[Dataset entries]
• • • •

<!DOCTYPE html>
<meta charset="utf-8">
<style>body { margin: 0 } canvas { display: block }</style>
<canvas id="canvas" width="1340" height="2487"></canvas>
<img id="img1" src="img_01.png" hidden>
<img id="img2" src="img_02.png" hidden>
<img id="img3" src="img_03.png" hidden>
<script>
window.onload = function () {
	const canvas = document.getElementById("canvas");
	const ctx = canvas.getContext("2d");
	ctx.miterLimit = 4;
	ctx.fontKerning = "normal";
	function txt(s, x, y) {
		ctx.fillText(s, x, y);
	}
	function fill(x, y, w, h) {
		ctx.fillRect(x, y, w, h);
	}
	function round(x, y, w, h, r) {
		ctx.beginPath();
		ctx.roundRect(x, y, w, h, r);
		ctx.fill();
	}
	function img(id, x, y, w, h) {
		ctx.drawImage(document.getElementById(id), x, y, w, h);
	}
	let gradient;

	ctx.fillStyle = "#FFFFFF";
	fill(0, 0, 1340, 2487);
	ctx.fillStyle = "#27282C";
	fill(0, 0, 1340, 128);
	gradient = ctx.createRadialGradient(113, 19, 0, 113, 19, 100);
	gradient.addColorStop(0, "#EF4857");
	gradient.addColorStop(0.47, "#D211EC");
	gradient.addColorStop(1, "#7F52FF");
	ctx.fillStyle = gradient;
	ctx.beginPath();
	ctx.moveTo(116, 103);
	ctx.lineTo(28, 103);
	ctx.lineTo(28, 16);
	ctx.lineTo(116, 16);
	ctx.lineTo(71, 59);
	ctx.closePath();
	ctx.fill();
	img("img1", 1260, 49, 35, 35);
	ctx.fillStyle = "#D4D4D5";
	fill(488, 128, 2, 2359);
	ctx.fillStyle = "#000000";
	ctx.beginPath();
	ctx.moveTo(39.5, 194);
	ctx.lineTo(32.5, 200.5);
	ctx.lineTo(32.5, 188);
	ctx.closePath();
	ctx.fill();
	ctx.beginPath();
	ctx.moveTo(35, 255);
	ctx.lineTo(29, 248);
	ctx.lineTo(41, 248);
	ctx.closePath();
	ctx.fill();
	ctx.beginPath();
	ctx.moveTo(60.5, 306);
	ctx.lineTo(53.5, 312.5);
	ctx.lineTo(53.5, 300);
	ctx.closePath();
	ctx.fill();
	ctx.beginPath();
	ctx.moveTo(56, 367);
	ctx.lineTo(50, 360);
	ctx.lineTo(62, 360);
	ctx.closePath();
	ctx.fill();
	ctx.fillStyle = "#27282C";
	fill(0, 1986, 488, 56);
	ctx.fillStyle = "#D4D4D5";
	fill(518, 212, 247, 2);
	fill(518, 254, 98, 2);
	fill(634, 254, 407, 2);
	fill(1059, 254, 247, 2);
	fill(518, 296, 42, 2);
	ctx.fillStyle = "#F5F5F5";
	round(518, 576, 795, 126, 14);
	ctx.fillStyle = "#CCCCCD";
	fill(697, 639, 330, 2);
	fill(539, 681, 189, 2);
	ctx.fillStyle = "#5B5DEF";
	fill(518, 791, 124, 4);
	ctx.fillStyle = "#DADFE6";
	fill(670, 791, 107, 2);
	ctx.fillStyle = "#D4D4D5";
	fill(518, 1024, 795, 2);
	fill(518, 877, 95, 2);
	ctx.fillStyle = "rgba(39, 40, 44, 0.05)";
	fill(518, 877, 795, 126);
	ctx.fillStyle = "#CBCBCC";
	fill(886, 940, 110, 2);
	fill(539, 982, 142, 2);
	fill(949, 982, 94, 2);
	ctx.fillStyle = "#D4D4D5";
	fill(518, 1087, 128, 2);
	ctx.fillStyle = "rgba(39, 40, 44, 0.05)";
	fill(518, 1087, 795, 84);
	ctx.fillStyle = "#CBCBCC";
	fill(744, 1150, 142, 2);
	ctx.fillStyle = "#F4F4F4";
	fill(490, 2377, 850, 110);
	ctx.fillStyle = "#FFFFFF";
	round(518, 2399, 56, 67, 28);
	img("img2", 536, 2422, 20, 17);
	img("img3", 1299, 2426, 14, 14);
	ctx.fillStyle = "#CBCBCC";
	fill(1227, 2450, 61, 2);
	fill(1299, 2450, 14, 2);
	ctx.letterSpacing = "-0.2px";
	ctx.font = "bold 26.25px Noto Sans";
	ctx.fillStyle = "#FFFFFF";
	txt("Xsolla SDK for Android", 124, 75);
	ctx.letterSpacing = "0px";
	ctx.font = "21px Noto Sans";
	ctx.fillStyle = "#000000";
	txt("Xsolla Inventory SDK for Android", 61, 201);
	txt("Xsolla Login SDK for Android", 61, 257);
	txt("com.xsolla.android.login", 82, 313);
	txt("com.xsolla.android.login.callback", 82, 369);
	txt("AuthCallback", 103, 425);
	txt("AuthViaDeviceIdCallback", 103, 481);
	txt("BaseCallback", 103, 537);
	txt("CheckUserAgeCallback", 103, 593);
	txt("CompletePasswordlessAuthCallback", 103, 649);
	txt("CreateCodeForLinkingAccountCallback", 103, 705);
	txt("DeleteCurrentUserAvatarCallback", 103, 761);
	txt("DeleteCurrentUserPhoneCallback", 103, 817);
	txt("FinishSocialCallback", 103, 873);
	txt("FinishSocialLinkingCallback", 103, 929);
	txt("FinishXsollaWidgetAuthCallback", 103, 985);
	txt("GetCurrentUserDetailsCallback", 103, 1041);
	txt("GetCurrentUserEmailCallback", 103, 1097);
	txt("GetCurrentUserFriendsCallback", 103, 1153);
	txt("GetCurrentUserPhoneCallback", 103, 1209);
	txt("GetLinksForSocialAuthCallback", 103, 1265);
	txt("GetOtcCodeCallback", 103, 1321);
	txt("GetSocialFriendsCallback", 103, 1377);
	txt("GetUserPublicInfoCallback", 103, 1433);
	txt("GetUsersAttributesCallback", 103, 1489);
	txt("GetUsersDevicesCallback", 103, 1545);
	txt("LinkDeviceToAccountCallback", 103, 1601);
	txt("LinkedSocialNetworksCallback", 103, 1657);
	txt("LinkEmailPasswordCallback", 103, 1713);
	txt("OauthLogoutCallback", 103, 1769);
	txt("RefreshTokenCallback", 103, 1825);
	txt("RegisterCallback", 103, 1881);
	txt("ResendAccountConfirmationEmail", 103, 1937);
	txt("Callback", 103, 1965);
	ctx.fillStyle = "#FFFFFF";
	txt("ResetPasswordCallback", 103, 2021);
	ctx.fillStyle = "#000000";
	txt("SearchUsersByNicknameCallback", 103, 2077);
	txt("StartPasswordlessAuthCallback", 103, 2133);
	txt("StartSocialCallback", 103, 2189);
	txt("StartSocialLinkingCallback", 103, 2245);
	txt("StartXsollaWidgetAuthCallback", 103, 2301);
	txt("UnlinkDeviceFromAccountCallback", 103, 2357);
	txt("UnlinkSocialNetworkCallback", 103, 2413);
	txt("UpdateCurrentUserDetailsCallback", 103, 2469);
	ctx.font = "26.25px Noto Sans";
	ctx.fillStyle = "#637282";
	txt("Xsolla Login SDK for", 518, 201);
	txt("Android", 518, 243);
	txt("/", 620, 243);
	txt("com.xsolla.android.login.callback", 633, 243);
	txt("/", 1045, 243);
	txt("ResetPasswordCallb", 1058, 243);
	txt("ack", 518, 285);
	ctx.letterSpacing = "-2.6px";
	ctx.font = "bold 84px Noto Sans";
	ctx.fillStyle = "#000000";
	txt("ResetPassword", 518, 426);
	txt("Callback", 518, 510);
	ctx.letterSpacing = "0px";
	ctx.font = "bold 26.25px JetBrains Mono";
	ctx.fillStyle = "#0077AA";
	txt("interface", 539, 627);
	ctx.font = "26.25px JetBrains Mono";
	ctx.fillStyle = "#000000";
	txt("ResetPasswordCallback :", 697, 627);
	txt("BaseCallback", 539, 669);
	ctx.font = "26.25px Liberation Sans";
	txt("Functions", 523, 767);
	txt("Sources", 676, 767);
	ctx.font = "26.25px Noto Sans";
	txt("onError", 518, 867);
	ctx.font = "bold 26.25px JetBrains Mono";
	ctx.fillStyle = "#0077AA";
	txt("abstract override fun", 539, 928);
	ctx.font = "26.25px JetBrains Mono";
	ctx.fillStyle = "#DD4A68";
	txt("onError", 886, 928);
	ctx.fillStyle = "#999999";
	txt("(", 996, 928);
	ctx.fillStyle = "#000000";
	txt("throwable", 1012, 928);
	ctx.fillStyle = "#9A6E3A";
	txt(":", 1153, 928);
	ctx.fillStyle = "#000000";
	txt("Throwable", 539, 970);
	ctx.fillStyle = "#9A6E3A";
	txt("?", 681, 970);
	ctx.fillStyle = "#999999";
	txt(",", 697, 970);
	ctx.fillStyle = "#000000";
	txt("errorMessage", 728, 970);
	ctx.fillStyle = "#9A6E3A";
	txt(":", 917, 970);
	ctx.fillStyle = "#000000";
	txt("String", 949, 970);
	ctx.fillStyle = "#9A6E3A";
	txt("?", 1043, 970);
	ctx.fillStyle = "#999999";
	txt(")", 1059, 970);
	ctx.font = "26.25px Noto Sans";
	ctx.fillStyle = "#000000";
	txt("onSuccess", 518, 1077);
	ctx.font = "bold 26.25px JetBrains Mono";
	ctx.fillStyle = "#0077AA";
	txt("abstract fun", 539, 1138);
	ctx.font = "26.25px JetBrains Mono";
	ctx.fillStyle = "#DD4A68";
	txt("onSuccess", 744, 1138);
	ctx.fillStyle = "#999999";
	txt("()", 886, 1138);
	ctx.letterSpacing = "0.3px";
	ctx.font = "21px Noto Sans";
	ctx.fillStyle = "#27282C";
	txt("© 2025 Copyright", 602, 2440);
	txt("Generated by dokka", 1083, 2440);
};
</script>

• • • •

Exercise objective: Reproduce the lines of the entries above from the one with "gradient = ctx.createRadialGradient(113, 19, 0, 113, 19, 100);" to the one with "ctx.lineTo(53.5, 312.5);", both included, exactly and without any other line.

Reply to the task:
	gradient = ctx.createRadialGradient(113, 19, 0, 113, 19, 100);
	gradient.addColorStop(0, "#EF4857");
	gradient.addColorStop(0.47, "#D211EC");
	gradient.addColorStop(1, "#7F52FF");
	ctx.fillStyle = gradient;
	ctx.beginPath();
	ctx.moveTo(116, 103);
	ctx.lineTo(28, 103);
	ctx.lineTo(28, 16);
	ctx.lineTo(116, 16);
	ctx.lineTo(71, 59);
	ctx.closePath();
	ctx.fill();
	img("img1", 1260, 49, 35, 35);
	ctx.fillStyle = "#D4D4D5";
	fill(488, 128, 2, 2359);
	ctx.fillStyle = "#000000";
	ctx.beginPath();
	ctx.moveTo(39.5, 194);
	ctx.lineTo(32.5, 200.5);
	ctx.lineTo(32.5, 188);
	ctx.closePath();
	ctx.fill();
	ctx.beginPath();
	ctx.moveTo(35, 255);
	ctx.lineTo(29, 248);
	ctx.lineTo(41, 248);
	ctx.closePath();
	ctx.fill();
	ctx.beginPath();
	ctx.moveTo(60.5, 306);
	ctx.lineTo(53.5, 312.5);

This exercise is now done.